# EXERCISE:
Each entry is to be given again word for word; images are dropped.
◇ ◇ ◇ ◇
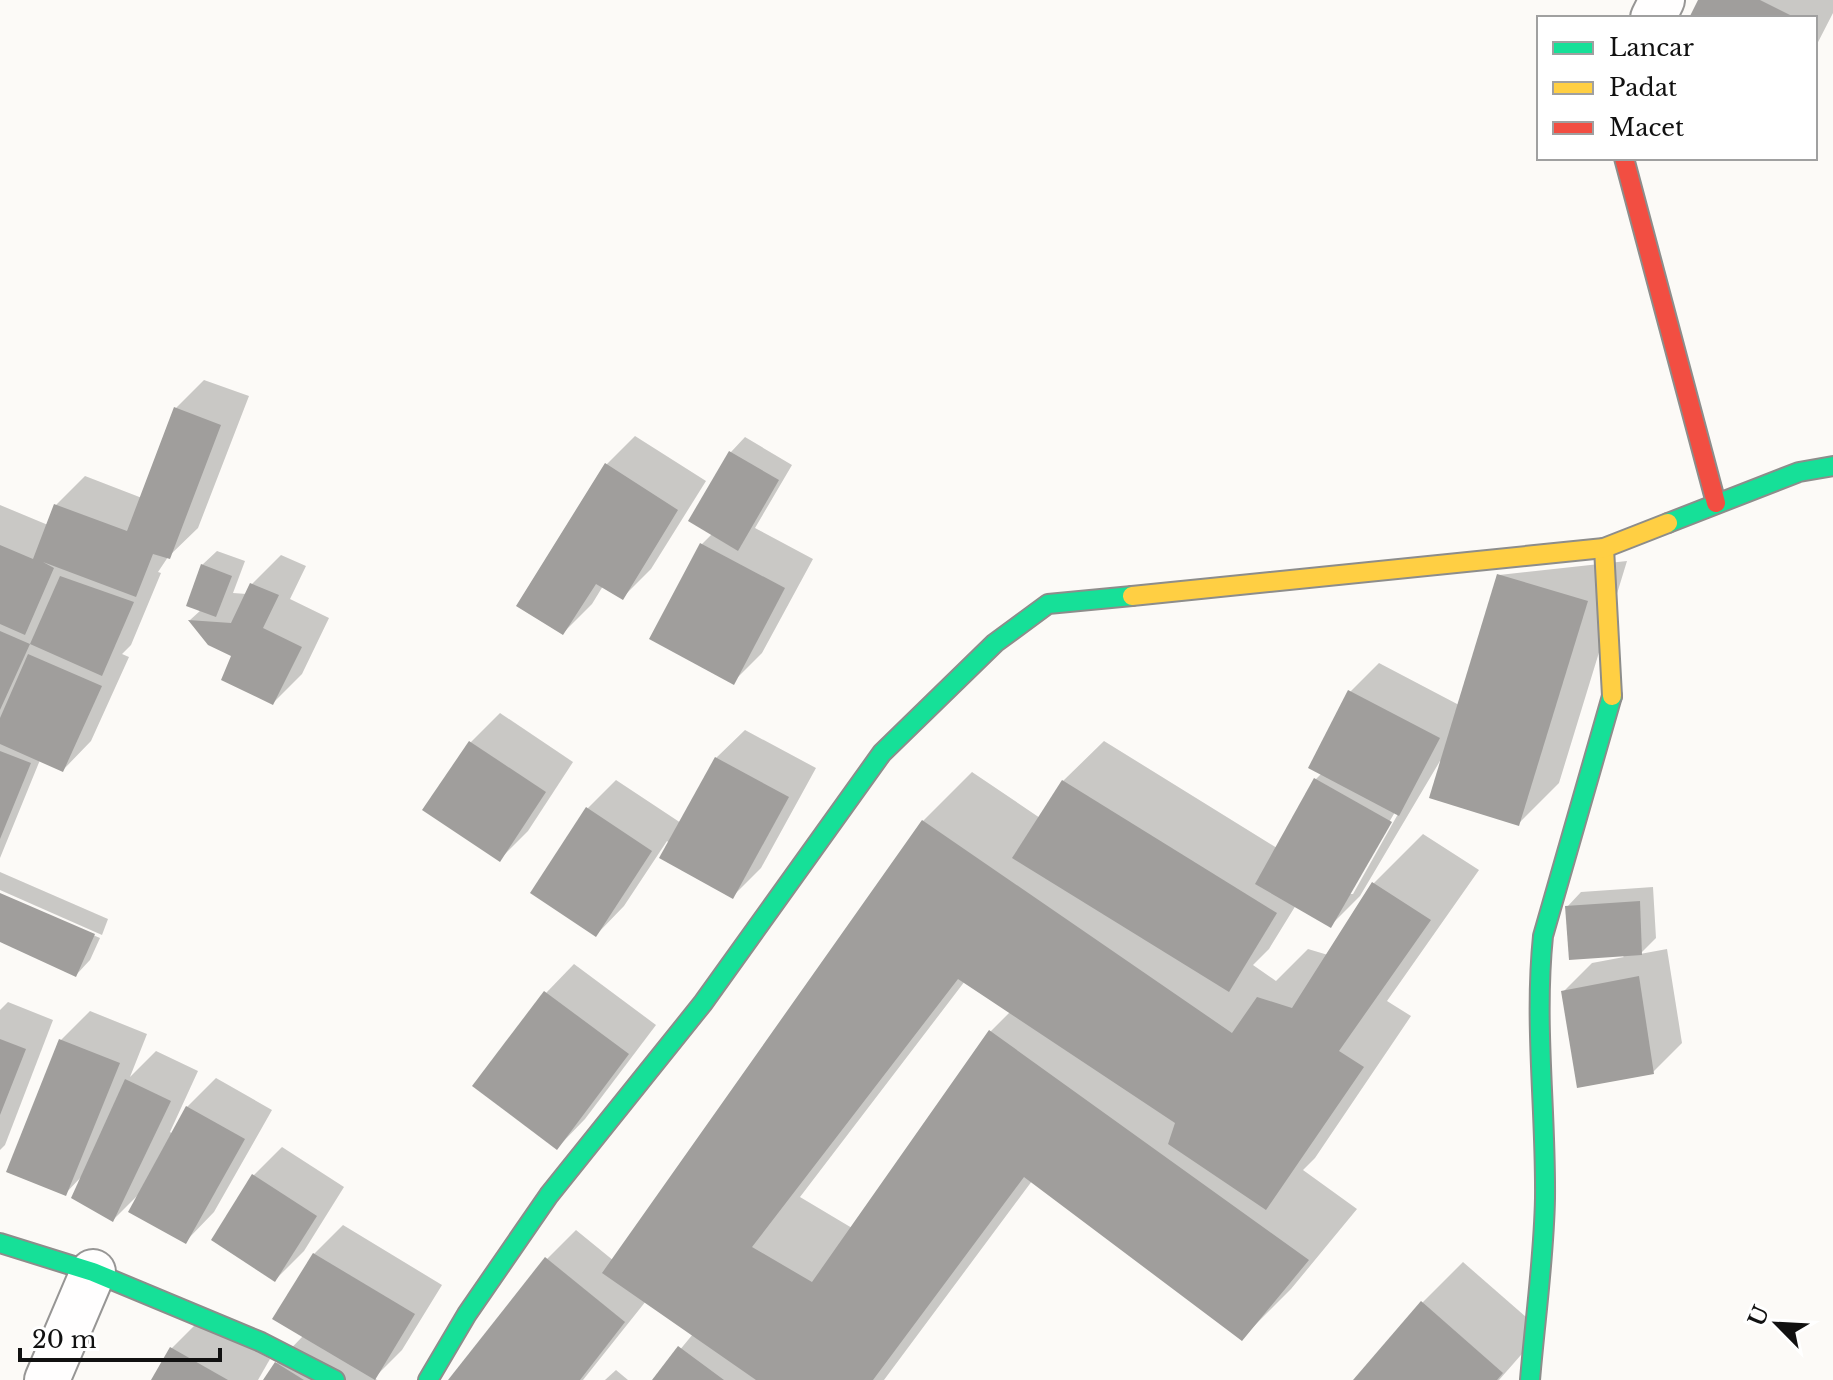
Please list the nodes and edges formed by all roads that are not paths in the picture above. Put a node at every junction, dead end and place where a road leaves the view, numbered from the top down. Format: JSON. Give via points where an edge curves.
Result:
{"nodes":[{"id":1,"x":1625,"y":160,"type":"edge"},
{"id":2,"x":1833,"y":466,"type":"edge"},
{"id":3,"x":1716,"y":503,"type":"junction"},
{"id":4,"x":1604,"y":548,"type":"junction"},
{"id":5,"x":0,"y":1243,"type":"edge"},
{"id":6,"x":93,"y":1272,"type":"junction"},
{"id":7,"x":47,"y":1380,"type":"edge"},
{"id":8,"x":335,"y":1380,"type":"edge"},
{"id":9,"x":428,"y":1380,"type":"edge"},
{"id":10,"x":1530,"y":1380,"type":"edge"}],
"edges":[{"from":1,"to":3,"type":"street"},
{"from":2,"to":3,"type":"street","via":[[1799,472]]},
{"from":3,"to":4,"type":"street"},
{"from":4,"to":9,"type":"street","via":[[1048,604],[995,643],[882,753],[703,1003],[549,1195]]},
{"from":4,"to":10,"type":"street","via":[[1613,694],[1555,889],[1540,963],[1545,1199]]},
{"from":5,"to":6,"type":"street"},
{"from":6,"to":7,"type":"street"},
{"from":6,"to":8,"type":"street","via":[[261,1342]]}]}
◇ ◇ ◇ ◇
# ANSWER TO THE EXERCISE:
Please list the nodes and edges formed by all roads that are not paths in the picture above. Put a node at every junction, dead end and place where a road leaves the view, numbered from the top down. Format: JSON. Give via points where an edge curves.
Result:
{"nodes":[{"id":1,"x":1625,"y":160,"type":"edge"},
{"id":2,"x":1833,"y":466,"type":"edge"},
{"id":3,"x":1716,"y":503,"type":"junction"},
{"id":4,"x":1604,"y":548,"type":"junction"},
{"id":5,"x":0,"y":1243,"type":"edge"},
{"id":6,"x":93,"y":1272,"type":"junction"},
{"id":7,"x":47,"y":1380,"type":"edge"},
{"id":8,"x":335,"y":1380,"type":"edge"},
{"id":9,"x":428,"y":1380,"type":"edge"},
{"id":10,"x":1530,"y":1380,"type":"edge"}],
"edges":[{"from":1,"to":3,"type":"street"},
{"from":2,"to":3,"type":"street","via":[[1799,472]]},
{"from":3,"to":4,"type":"street"},
{"from":4,"to":9,"type":"street","via":[[1048,604],[995,643],[882,753],[703,1003],[549,1195]]},
{"from":4,"to":10,"type":"street","via":[[1613,694],[1555,889],[1540,963],[1545,1199]]},
{"from":5,"to":6,"type":"street"},
{"from":6,"to":7,"type":"street"},
{"from":6,"to":8,"type":"street","via":[[261,1342]]}]}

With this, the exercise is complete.